Given data:
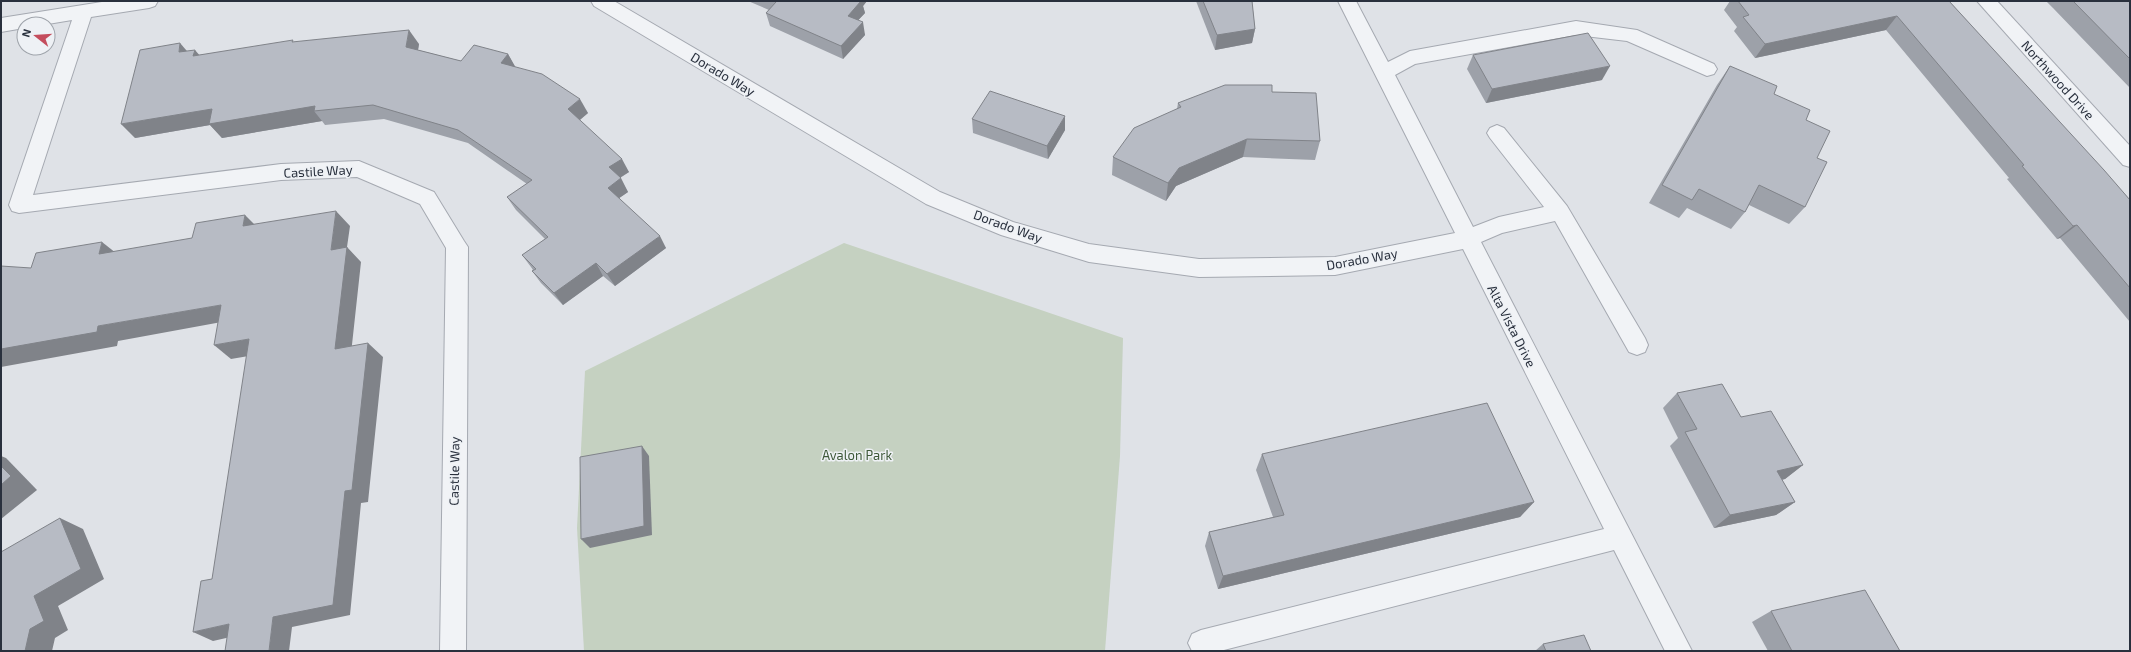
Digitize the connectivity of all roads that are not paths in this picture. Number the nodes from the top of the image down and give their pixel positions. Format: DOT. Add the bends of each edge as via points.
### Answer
graph roads {
  1 [pos="149,1"];
  2 [pos="600,1"];
  3 [pos="1347,1"];
  4 [pos="1986,1"];
  5 [pos="84,11"];
  6 [pos="1,25"];
  7 [pos="1707,69"];
  8 [pos="1383,73"];
  9 [pos="1497,133"];
  10 [pos="2130,159"];
  11 [pos="1560,212"];
  12 [pos="1467,239"];
  13 [pos="1637,346"];
  14 [pos="1620,537"];
  15 [pos="1201,643"];
  16 [pos="453,651"];
  17 [pos="1679,651"];
  1 -- 5 [label="street"];
  2 -- 12 [label="street, Dorado Way" via="933,198 1008,228 1089,253 1199,268 1336,266"];
  3 -- 8 [label="street, Alta Vista Drive"];
  4 -- 10 [label="street, Northwood Drive"];
  5 -- 6 [label="street"];
  5 -- 16 [label="street, Castile Way" via="20,205 281,172 359,169 427,198 457,247"];
  7 -- 8 [label="street" via="1630,35 1576,28 1410,58"];
  8 -- 12 [label="street, Alta Vista Drive"];
  9 -- 11 [label="street"];
  11 -- 12 [label="street, Dorado Way" via="1499,225"];
  11 -- 13 [label="street"];
  12 -- 14 [label="street, Alta Vista Drive"];
  14 -- 15 [label="street"];
  14 -- 17 [label="street, Alta Vista Drive"];
}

How to complete this task: Only the text of the records belongs in the answer, printed exactly and without pictures.

Solution to this problem:
Digitize the connectivity of all roads that are not paths in this picture. Number the nodes from the top of the image down and give their pixel positions. Format: DOT. Add the bends of each edge as via points.
### Answer
graph roads {
  1 [pos="149,1"];
  2 [pos="600,1"];
  3 [pos="1347,1"];
  4 [pos="1986,1"];
  5 [pos="84,11"];
  6 [pos="1,25"];
  7 [pos="1707,69"];
  8 [pos="1383,73"];
  9 [pos="1497,133"];
  10 [pos="2130,159"];
  11 [pos="1560,212"];
  12 [pos="1467,239"];
  13 [pos="1637,346"];
  14 [pos="1620,537"];
  15 [pos="1201,643"];
  16 [pos="453,651"];
  17 [pos="1679,651"];
  1 -- 5 [label="street"];
  2 -- 12 [label="street, Dorado Way" via="933,198 1008,228 1089,253 1199,268 1336,266"];
  3 -- 8 [label="street, Alta Vista Drive"];
  4 -- 10 [label="street, Northwood Drive"];
  5 -- 6 [label="street"];
  5 -- 16 [label="street, Castile Way" via="20,205 281,172 359,169 427,198 457,247"];
  7 -- 8 [label="street" via="1630,35 1576,28 1410,58"];
  8 -- 12 [label="street, Alta Vista Drive"];
  9 -- 11 [label="street"];
  11 -- 12 [label="street, Dorado Way" via="1499,225"];
  11 -- 13 [label="street"];
  12 -- 14 [label="street, Alta Vista Drive"];
  14 -- 15 [label="street"];
  14 -- 17 [label="street, Alta Vista Drive"];
}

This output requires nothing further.